SFS2X behavior at bandwidth saturation

Post here your questions about SFS2X. Here we discuss all server-side matters. For client API questions see the dedicated forums.

Moderators: Lapo, Bax

tchen
Posts: 191
Joined: 11 Dec 2010, 14:14

SFS2X behavior at bandwidth saturation

Postby tchen » 09 Feb 2011, 16:29

I am doing some load testing and am noticing that the client driver doesn't recover gracefully after experiencing packet loss. Maybe I'm doing something wrong, but my crude test consists of getting SFS's built in public message system to reflect inbound messages.

Image[/img]

At about 60+ CCU on my test rig, the outbound link on the VPS is saturated and starts to experience dropped outbound packets. At this point, some of the .NET clients throw the exception below and the disconnected bit is set (but not the events).

Code: Select all

[SFS - ERROR] TCPSocketLayer: General error reading data from socket: Invalid SFSDataType.
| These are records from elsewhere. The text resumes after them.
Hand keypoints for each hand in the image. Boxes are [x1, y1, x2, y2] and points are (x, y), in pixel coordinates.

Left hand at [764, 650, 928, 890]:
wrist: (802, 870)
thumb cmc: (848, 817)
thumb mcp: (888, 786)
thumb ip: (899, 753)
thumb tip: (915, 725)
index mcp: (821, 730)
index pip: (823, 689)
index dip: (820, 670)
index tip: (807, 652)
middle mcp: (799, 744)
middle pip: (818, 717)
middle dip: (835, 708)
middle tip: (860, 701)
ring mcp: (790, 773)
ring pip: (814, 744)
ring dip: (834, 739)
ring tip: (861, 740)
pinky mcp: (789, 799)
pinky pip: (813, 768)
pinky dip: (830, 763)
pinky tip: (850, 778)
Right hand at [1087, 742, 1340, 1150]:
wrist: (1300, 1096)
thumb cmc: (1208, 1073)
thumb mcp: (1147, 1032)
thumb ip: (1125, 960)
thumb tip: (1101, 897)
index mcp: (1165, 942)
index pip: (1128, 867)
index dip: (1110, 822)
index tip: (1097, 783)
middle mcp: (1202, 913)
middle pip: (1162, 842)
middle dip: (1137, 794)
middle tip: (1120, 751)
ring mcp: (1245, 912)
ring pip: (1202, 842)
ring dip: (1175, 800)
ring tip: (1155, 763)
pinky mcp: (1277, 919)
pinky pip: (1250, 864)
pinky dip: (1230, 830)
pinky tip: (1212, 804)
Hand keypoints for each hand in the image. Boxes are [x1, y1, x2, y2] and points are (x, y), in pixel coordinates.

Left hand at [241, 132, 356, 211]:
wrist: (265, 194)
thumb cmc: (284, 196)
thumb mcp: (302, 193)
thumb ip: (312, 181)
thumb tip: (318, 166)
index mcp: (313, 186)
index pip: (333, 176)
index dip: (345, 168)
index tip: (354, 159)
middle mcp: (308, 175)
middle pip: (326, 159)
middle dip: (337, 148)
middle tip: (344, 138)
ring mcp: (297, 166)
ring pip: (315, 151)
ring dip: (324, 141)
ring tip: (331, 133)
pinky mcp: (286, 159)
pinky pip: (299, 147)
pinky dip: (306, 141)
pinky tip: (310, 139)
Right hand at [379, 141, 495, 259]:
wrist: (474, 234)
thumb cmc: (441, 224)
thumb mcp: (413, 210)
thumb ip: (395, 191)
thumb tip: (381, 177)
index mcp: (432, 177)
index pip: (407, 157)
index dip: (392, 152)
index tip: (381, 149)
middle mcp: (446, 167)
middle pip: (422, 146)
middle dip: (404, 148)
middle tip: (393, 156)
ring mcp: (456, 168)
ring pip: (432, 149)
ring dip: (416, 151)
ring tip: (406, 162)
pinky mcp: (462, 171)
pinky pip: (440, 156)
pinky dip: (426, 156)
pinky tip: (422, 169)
Expected: SFS_OBJECT, found: 66   at Sfs2X.Protocol.Serialization.DefaultSFSDataSerializer.DecodeSFSObject (Sfs2X.Util.ByteArray buffer) [0x00000]
  at Sfs2X.Protocol.Serialization.DefaultSFSDataSerializer.Binary2Object (Sfs2X.Util.ByteArray data) [0x00000]
  at Sfs2X.Entities.Data.SFSObject.NewFromBinaryData (Sfs2X.Util.ByteArray ba) [0x00000]
  at Sfs2X.Core.SFSProtocolCodec.OnPacketRead (Sfs2X.Util.ByteArray packet) [0x00000]
  at Sfs2X.Core.SFSIOHandler.HandlePacketData (Sfs2X.Util.ByteArray data) [0x00000]
  at Sfs2X.Core.SFSIOHandler.OnDataRead (Sfs2X.Util.ByteArray data) [0x00000]
  at Sfs2X.Bitswarm.BitSwarmClient.OnSocketData (System.Byte[] data) [0x00000]
  at Sfs2X.Core.Sockets.TCPSocketLayer.CallOnData (System.Byte[] data) [0x00000]
  at Sfs2X.Core.Sockets.TCPSocketLayer.HandleBinaryData (System.Byte[] buf, Int32 size) [0x00000]
  at Sfs2X.Core.Sockets.TCPSocketLayer.Read () [0x00000]


The server still keeps the socket connection for a while though and continuously pumps data into the void until the idle kicks in.

The question is: is this suppose to be the expected behavior of the client to unilaterally drop the connection after the first corrupted packet?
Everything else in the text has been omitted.